Last month, Witness... reported on the training that Suk Mei (Irene) Wong was receiving at the Archives to prepare her for her work as head of the Archives of Christianity in China at Hong Kong Baptist University. As part of her training, she processed Collection 471, the papers of (William) Arthur Saunders, which are now available to researchers.

Arthur Saunders (1905-1993) was born in England, emigrated to New Zealand as a farm laborer, and went to China in 1930 as a missionary with China Inland Mission. Collection 471 consists mainly of an oral history interview recorded in 1992. In it, he discusses his training at the New Zealand Bible Institute, his years (1930-1951) in China as a church planter in Gansu province and his later work in Singapore. Here is an excerpt in which Saunders talks about his friend and co-worker in Gansu, the church elder Chao:

“I remember that I gave him the...biography of the great evangelist [John] Sung to read in Chinese. He couldn’t put it down! And I saw him there and he said (and I was within hearing): ‘I am Samson grinding at the mill.’ Because he felt that compared with evangelist John Sung he was just grinding away....

The reason was this. When he was a young man, a missionary and his wife thought ‘Oh this young man has great possibilities. I tell you what we’ll do, we’re going to Cheefoo [northeastern Chinese coastal city that was a center for missionaries and especially for the education of missionary children] to see our children on the coast .... We’ll take Chao with us. He’ll be great help on the road, and there’s a place where there are many educated young women. Perhaps we can find a wife for him.”

Now that is entirely according to Chinese custom. You don’t leave such an important matter for the young people themselves to decide. Their betters do it for them. So, he went to Cheefoo with these folk and he was introduced to a young lady teacher. They were there a couple of months, I guess, and they met from time to time.

And so when they were beginning to think about returning to Gansu, they said to young Mr. Chao ‘So what about it? You’ve met this young lady several times. What about her?’ [He replied] ‘Well I’m sure she’s a very fine young woman.’ ‘Well, would you like us to arrange a marriage for you and take her back to Gansu?’

And he hummed and he hawed and he didn’t know where to look and didn’t know what to say. So they pressed him and pressed him ‘Well, what’s the matter?’ ‘She has natural feet.’ [Unbound feet.
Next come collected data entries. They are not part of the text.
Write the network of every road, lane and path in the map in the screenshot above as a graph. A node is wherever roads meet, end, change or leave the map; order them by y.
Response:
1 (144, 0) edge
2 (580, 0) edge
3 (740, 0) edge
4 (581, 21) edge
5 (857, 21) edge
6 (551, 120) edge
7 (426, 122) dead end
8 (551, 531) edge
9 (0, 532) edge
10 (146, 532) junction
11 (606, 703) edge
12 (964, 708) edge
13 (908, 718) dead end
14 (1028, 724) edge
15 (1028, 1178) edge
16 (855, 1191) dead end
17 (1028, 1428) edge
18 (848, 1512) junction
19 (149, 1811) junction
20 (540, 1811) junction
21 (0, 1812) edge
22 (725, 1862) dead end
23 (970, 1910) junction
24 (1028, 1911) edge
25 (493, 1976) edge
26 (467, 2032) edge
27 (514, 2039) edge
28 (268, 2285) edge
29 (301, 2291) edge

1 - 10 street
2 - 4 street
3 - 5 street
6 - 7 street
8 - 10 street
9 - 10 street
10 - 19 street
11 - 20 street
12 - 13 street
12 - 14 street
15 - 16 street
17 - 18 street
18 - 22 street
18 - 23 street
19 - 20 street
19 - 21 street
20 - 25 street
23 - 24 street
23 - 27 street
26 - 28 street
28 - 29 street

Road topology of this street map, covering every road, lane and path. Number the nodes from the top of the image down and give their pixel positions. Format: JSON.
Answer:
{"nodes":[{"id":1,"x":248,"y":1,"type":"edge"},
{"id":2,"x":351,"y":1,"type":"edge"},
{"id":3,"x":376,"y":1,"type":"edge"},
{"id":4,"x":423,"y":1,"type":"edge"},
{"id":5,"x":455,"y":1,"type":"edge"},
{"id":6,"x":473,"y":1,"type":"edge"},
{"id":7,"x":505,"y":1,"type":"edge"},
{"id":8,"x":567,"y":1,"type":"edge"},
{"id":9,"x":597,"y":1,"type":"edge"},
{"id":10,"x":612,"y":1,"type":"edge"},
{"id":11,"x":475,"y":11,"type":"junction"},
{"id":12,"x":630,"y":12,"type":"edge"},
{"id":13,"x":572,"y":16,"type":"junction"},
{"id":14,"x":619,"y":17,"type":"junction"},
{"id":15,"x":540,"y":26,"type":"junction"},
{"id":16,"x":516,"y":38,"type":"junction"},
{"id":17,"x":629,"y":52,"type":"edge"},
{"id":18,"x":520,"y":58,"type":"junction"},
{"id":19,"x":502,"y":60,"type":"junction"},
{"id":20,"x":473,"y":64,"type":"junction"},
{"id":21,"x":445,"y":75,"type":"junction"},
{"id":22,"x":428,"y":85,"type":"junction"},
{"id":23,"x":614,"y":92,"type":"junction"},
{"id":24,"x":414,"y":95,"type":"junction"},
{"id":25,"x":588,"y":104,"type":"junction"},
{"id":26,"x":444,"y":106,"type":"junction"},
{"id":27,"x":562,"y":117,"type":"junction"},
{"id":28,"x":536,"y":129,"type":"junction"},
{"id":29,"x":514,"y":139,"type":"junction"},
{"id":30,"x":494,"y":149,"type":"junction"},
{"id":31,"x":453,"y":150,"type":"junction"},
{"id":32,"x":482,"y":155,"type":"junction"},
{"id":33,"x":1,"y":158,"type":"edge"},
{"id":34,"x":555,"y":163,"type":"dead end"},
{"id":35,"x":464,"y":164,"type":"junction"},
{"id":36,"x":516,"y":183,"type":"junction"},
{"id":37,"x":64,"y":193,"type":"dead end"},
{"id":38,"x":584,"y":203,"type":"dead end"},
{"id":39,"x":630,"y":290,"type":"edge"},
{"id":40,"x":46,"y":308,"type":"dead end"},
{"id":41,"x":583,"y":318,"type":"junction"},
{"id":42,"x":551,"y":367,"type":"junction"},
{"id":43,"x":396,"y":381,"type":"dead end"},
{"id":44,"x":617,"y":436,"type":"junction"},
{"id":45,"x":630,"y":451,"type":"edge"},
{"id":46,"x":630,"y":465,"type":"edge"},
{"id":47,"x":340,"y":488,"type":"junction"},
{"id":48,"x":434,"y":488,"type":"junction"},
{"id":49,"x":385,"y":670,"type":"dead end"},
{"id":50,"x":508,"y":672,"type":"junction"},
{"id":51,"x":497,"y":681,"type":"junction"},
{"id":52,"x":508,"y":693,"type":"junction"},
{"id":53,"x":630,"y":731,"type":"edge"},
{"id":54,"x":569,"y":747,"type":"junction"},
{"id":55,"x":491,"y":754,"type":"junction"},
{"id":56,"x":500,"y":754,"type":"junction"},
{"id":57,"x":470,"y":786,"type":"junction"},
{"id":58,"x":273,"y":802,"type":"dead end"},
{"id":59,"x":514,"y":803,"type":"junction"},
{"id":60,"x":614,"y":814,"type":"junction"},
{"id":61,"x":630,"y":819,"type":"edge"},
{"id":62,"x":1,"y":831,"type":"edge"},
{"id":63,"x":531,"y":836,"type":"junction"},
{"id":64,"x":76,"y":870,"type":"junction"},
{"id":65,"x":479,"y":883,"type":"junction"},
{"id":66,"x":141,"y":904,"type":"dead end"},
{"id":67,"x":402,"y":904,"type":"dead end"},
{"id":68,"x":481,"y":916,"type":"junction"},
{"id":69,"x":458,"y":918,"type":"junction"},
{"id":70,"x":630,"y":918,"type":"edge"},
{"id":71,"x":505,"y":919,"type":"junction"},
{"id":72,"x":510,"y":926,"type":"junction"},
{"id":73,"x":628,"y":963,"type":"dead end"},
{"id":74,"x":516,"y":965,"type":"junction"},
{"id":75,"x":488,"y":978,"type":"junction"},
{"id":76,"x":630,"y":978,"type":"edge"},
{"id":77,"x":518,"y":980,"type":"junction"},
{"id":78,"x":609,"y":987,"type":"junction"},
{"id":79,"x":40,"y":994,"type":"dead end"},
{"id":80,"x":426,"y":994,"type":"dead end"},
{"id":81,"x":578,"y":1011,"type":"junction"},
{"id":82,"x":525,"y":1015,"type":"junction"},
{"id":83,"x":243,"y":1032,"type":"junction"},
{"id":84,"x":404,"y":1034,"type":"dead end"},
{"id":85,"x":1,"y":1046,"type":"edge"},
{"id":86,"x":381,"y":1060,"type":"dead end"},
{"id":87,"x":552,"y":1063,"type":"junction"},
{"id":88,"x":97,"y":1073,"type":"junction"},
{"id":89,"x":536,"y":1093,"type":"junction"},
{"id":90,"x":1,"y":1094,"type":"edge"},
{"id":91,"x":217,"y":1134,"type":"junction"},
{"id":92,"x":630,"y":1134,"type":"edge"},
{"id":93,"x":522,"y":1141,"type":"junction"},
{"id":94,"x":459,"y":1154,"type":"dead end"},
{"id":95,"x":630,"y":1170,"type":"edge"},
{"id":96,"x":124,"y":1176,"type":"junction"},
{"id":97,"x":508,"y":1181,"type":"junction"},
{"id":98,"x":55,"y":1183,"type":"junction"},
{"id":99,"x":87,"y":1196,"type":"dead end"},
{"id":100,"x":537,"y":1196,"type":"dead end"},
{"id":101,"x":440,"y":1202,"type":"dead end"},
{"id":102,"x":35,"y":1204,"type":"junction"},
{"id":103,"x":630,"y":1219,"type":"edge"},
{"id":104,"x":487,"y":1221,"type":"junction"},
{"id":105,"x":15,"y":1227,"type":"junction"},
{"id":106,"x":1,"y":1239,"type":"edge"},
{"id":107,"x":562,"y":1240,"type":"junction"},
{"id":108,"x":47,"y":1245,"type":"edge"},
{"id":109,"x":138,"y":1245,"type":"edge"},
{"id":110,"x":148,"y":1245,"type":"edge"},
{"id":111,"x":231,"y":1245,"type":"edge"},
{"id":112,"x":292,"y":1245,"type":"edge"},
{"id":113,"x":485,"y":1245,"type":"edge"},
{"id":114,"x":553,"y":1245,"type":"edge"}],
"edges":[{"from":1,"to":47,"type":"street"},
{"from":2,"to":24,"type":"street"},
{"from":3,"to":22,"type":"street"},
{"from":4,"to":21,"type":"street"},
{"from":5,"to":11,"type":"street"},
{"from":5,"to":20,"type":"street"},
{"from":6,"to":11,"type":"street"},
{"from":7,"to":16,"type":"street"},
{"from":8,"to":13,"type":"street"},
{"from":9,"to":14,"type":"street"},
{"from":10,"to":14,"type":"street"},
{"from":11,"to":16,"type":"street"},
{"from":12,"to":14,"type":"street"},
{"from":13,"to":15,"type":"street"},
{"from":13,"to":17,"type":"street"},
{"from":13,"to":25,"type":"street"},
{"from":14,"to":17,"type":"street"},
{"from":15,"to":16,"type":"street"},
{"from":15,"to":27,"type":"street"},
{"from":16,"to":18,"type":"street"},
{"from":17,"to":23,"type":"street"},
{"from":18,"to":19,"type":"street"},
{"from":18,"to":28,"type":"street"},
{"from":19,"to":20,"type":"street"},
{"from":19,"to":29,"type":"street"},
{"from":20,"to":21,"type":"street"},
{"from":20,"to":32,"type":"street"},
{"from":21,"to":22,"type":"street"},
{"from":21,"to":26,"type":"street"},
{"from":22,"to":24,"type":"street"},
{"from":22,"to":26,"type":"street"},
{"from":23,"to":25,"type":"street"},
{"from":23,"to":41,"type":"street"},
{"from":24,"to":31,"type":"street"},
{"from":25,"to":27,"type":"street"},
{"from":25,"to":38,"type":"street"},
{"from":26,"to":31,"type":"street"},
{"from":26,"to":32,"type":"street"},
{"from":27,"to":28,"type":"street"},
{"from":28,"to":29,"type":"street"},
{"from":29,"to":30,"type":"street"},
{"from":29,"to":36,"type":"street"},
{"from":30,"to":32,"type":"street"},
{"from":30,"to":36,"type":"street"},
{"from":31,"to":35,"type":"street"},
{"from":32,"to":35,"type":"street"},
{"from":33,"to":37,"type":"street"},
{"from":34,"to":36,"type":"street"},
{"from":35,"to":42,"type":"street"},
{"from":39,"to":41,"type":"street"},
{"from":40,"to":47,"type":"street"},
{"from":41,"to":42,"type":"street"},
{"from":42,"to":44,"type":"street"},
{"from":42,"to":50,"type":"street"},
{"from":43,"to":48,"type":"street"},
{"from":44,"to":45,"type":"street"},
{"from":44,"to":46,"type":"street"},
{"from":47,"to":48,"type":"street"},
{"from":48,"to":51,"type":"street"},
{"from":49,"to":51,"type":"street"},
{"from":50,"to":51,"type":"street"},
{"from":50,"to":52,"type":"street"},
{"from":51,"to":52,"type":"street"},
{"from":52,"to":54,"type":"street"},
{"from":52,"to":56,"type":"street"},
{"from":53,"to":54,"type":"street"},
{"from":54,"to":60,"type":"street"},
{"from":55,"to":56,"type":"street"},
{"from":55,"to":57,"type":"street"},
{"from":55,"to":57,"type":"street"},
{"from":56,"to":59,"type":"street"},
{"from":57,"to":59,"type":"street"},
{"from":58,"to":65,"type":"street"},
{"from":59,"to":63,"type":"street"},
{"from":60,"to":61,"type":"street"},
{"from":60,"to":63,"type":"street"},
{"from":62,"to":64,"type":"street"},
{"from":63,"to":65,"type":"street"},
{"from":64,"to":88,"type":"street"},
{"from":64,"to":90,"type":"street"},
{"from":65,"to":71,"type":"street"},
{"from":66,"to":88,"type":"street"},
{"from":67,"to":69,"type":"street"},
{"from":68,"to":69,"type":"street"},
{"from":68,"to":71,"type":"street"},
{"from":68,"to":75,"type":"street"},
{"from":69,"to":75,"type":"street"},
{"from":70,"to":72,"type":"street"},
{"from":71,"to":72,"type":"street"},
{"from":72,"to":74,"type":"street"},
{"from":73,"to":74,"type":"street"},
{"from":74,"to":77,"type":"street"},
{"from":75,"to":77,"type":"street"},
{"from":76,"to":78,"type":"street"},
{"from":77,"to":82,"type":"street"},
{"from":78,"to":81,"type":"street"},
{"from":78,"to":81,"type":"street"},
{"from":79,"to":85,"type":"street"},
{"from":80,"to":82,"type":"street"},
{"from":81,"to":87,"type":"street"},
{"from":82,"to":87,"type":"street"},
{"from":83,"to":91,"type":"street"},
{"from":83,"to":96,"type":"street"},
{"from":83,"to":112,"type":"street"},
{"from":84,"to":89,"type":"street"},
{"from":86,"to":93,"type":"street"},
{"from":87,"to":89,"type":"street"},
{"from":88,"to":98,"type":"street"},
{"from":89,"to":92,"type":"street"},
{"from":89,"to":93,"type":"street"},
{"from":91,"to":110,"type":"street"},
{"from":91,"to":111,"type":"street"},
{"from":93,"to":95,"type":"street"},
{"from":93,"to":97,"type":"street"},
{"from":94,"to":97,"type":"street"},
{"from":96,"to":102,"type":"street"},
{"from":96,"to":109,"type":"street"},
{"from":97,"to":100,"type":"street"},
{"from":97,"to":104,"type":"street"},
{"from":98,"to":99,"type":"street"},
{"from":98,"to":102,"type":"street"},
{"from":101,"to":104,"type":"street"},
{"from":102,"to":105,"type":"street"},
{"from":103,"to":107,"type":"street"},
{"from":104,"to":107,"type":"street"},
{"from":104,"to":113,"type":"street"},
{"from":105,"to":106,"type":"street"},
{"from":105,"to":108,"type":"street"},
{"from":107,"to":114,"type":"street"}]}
Female feet, bound from youth so that those of an adult woman were incredibly tiny, were considered a sign of beauty and gentility.] And to take feet like that back to Gansu, a conservative place, he couldn’t face it. So he went back and he married one with suitably bound feet. I knew her, not a bad woman at all and her children were good children. But I always felt that Elder Chao was a defeated man. He did his duty, he was a solid good character but he felt that he had in a way failed. Very pitiful.”

Saunder’s translation of the elder Chao’s own history of the church and mission work in the city of Tienshui is also part of this collection.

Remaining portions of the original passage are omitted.